Achieved Sentiment-Prediction Accuracy

In [12]:
# print best error rates achieved
for rate, name in sorted((rate, name) for name, rate in best_error.items()):
    print("%f %s" % (rate, name))
0.094800 dbow+dmm_inferred
0.099920 dbow+dmm
0.101000 Doc2Vec(dbow,d100,n5,mc2,t8)
0.101320 dbow+dmc
0.109600 dbow+dmc_inferred
0.111600 Doc2Vec(dbow,d100,n5,mc2,t8)_inferred
0.158760 Doc2Vec(dm/m,d100,n5,w10,mc2,t8)
0.184000 Doc2Vec(dm/m,d100,n5,w10,mc2,t8)_inferred
0.215160 Doc2Vec(dm/c,d100,n5,w5,mc2,t8)
0.232400 Doc2Vec(dm/c,d100,n5,w5,mc2,t8)_inferred

In my testing, unlike the paper's report, DBOW performs best. Concatenating vectors from different models only offers a small predictive improvement. The best results I've seen are still just under 10% error rate, still a ways from the paper's 7.42%.

Examining Results

Are inferred vectors close to the precalculated ones?

In [13]:
doc_id = np.random.randint(simple_models[0].docvecs.count)  # pick random doc; re-run cell for more examples
print('for doc %d...' % doc_id)
for model in simple_models:
    inferred_docvec = model.infer_vector(alldocs[doc_id].words)
    print('%s:\n %s' % (model, model.docvecs.most_similar([inferred_docvec], topn=3)))
for doc 25430...
Doc2Vec(dm/c,d100,n5,w5,mc2,t8):
 [(25430, 0.6583491563796997), (27314, 0.4142411947250366), (16479, 0.40846431255340576)]
Doc2Vec(dbow,d100,n5,mc2,t8):
 [(25430, 0.9325973987579346), (49281, 0.5766637921333313), (79679, 0.5634804964065552)]
Doc2Vec(dm/m,d100,n5,w10,mc2,t8):
 [(25430, 0.7970066666603088), (97818, 0.6925815343856812), (230, 0.690807580947876)]

(Yes, here the stored vector from 20 epochs of training is usually one of the closest to a freshly-inferred vector for the same words. Note the defaults for inference are very abbreviated – just 3 steps starting at a high alpha – and likely need tuning for other applications.)

In [14]:
import random

doc_id = np.random.randint(simple_models[0].docvecs.count)  # pick random doc, re-run cell for more examples
model = random.choice(simple_models)  # and a random model
sims = model.docvecs.most_similar(doc_id, topn=model.docvecs.count)  # get *all* similar documents
print(u'TARGET (%d): «%s»\n' % (doc_id, ' '.join(alldocs[doc_id].words)))
print(u'SIMILAR/DISSIMILAR DOCS PER MODEL %s:\n' % model)
for label, index in [('MOST', 0), ('MEDIAN', len(sims)//2), ('LEAST', len(sims) - 1)]:
    print(u'%s %s: «%s»\n' % (label, sims[index], ' '.join(alldocs[sims[index][0]].words)))
TARGET (72927): «this is one of the best films of this year . for a year that was fueled by controversy and crap , it was nice to finally see a film that had a true heart to it . from the opening scene to the end , i was so moved by the love that will smith has for his son . basically , if you see this movie and walk out of it feeling nothing , there is something that is very wrong with you . loved this movie , it's the perfect movie to end the year with . the best part was after the movie , my friends and i all got up and realized that this movie had actually made the four of us tear up ! it's an amazing film and if will smith doesn't get at least an oscar nom , then the oscars will just suck . in fact will smith should actually just win an oscar for this role . ! ! ! i loved this movie ! ! ! ! everybody needs to see especially the people in this world that take everything for granted , watch this movie , it will change you !»
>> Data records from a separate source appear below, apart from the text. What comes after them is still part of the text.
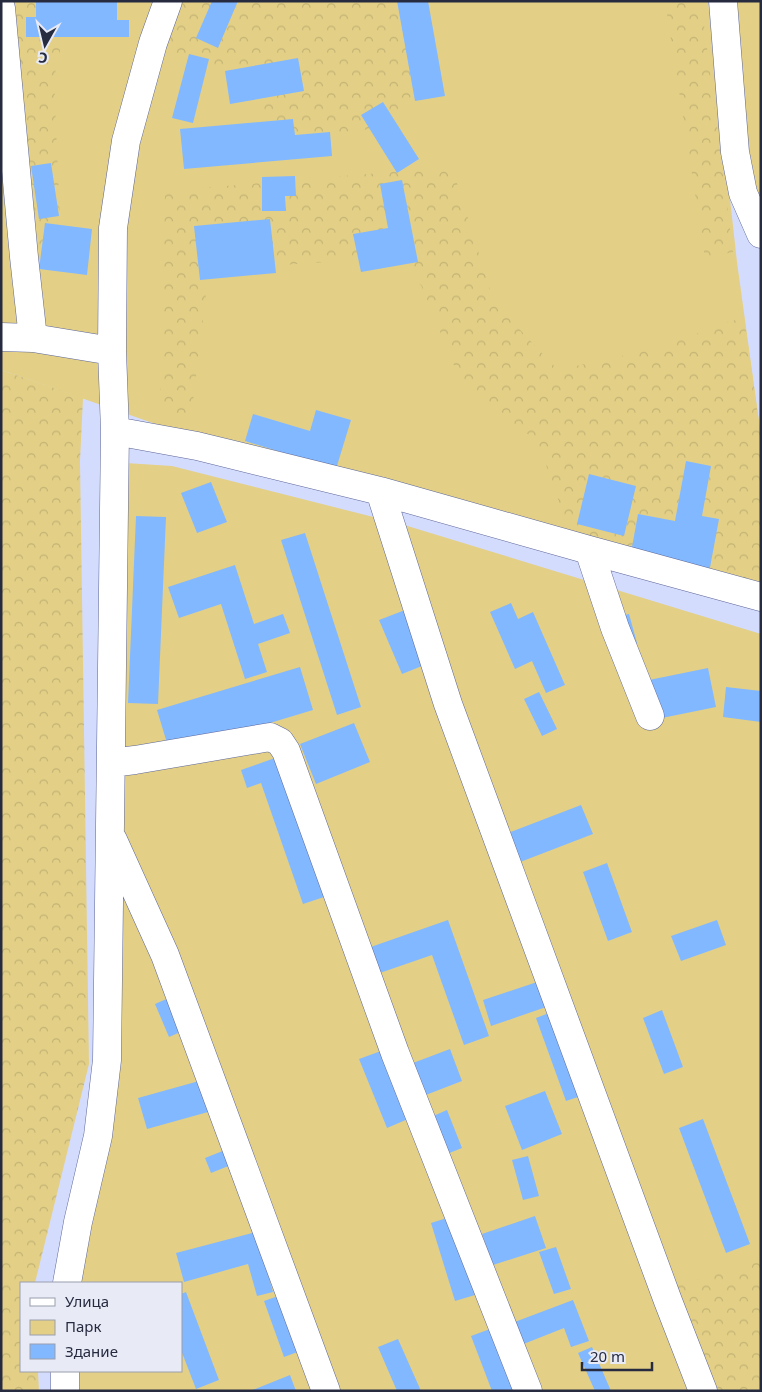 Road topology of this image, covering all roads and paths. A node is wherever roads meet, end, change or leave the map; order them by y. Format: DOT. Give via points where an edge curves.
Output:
graph roads {
  1 [pos="168,1"];
  2 [pos="723,1"];
  3 [pos="1,8"];
  4 [pos="761,234"];
  5 [pos="1,337"];
  6 [pos="33,338"];
  7 [pos="112,351"];
  8 [pos="115,431"];
  9 [pos="380,491"];
  10 [pos="589,550"];
  11 [pos="761,597"];
  12 [pos="650,716"];
  13 [pos="111,763"];
  14 [pos="110,832"];
  15 [pos="67,1282"];
  16 [pos="64,1372"];
  17 [pos="65,1391"];
  18 [pos="326,1391"];
  19 [pos="528,1391"];
  20 [pos="703,1391"];
  1 -- 7 [label="street" via="126,141 113,228"];
  2 -- 4 [label="street" via="735,152 743,193"];
  3 -- 6 [label="street"];
  5 -- 6 [label="street"];
  6 -- 7 [label="street"];
  7 -- 8 [label="street"];
  8 -- 9 [label="street" via="197,446"];
  8 -- 13 [label="street"];
  9 -- 10 [label="street"];
  9 -- 20 [label="street" via="448,704"];
  10 -- 11 [label="street"];
  10 -- 12 [label="street"];
  13 -- 14 [label="street"];
  13 -- 19 [label="street" via="270,737 280,742 286,751 395,1053"];
  14 -- 15 [label="street" via="107,1060 98,1136"];
  14 -- 18 [label="street" via="165,955"];
  16 -- 17 [label="street"];
} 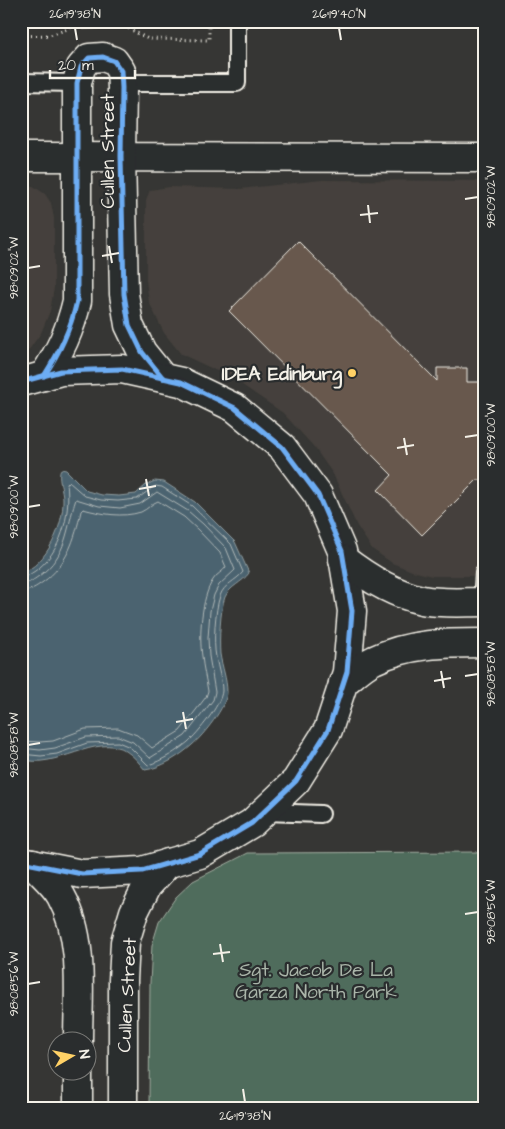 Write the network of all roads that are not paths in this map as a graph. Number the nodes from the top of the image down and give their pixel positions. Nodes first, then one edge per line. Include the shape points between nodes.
1 (237, 21) edge
2 (21, 82) edge
3 (122, 82) junction
4 (77, 83) junction
5 (121, 156) junction
6 (21, 157) edge
7 (78, 157) junction
8 (484, 158) edge
9 (162, 378) junction
10 (32, 379) edge
11 (343, 559) junction
12 (484, 573) edge
13 (483, 602) edge
14 (484, 643) edge
15 (343, 683) junction
16 (265, 812) junction
17 (321, 814) dead end
18 (27, 863) edge
19 (168, 864) junction
20 (78, 1032) edge
21 (78, 1082) edge
22 (78, 1108) edge
23 (123, 1108) edge

1 - 3 lane via 237,83
2 - 4 lane
3 - 4 street, Cullen Street via 114,61 103,57 90,58 81,66
3 - 5 street, Cullen Street
4 - 7 street, Cullen Street
5 - 7 street
5 - 8 street
5 - 9 street, Cullen Street via 124,294 129,325 142,352
6 - 7 street
7 - 10 street, Cullen Street via 78,301 62,347
9 - 10 street via 122,369 61,371
9 - 11 street via 181,382 236,408 282,446 318,495
11 - 13 street via 389,588 422,600
11 - 15 street via 352,612 347,672
12 - 13 lane
14 - 15 street via 439,643 400,650 373,661
15 - 16 street via 328,730 296,781
16 - 17 lane
16 - 19 street via 252,824 200,854
18 - 19 street via 82,874 142,871
18 - 20 street via 60,895 72,920 77,953
19 - 23 street, Cullen Street via 147,886 134,912 125,942
21 - 22 street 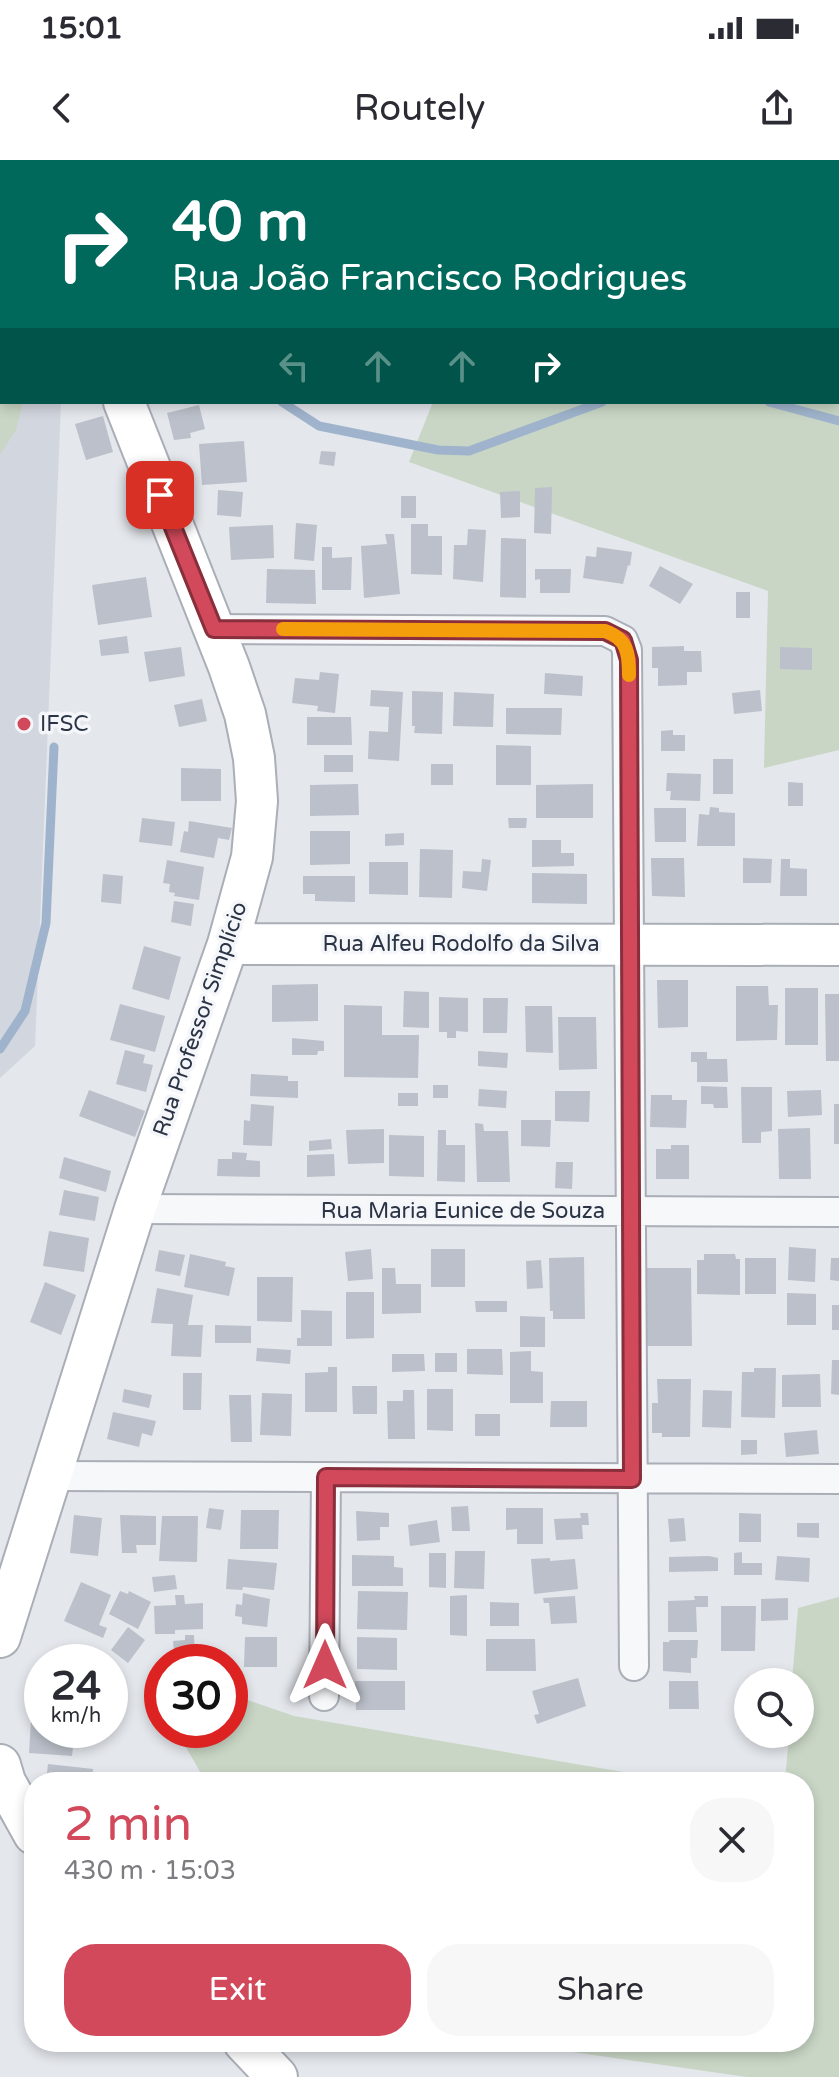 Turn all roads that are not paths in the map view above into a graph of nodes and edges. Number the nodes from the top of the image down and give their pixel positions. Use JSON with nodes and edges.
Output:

SIMILAR/DISSIMILAR DOCS PER MODEL Doc2Vec(dm/m,d100,n5,w10,mc2,t8):

MOST (2046, 0.7372332215309143): «i thought this movie would be dumb , but i really liked it . people i know hate it because spirit was the only horse that talked . well , so what ? the songs were good , and the horses didn't need to talk to seem human . i wouldn't care to own the movie , and i would love to see it again . 8/10»

MEDIAN (6999, 0.4129640758037567): «okay , the recent history of star trek has not been good . the next generation faded in its last few seasons , ds9 boldly stayed where no one had stayed before , and voyager started very bad and never really lived up to its promise . so , when they announced a new star trek series , i did not have high expectations . and , the first episode , broken bow , did have some problems . but , overall it was solid trek material and a good romp . i'll get the nits out of the way first . the opening theme is dull and i don't look forward to sitting through it regularly , but that's what remotes are for . what was really bad was the completely gratuitous lotion rubbing scene that just about drove my wife out of the room . they need to cut that nonsense out . but , the plot was strong and moved along well . the characters , though still new , seem to be well rounded and not always what you would expect . the vulcans are clearly being presented very differently than before , with a slightly ominous theme . i particularly liked the linguist , who is the first star trek character to not be able to stand proud in the face of death , but rather has to deal with her phobias and fears . they seemed to stay true to trek lore , something that has been a significant problem in past series , though they have plenty of time to bring us things like shooting through shields , the instant invention of technology that can fix anything , and the inevitable plethora of time-travel stories . anyone want to start a pool on how long before the borg show up ? all in all , the series has enormous potential . they are seeing the universe with fresh eyes . we have the chance to learn how things got the way they were in the later series . how did the klingons go from just insulting to war ? how did we meet the romulans ? how did the federation form and just who put earth in charge . why is the prime directive so important ? if they address these things rather than spitting out time travel episodes , this will be an interesting series . my favorite line : zephram cochran saying " where no man has gone before " ( not " no one " )»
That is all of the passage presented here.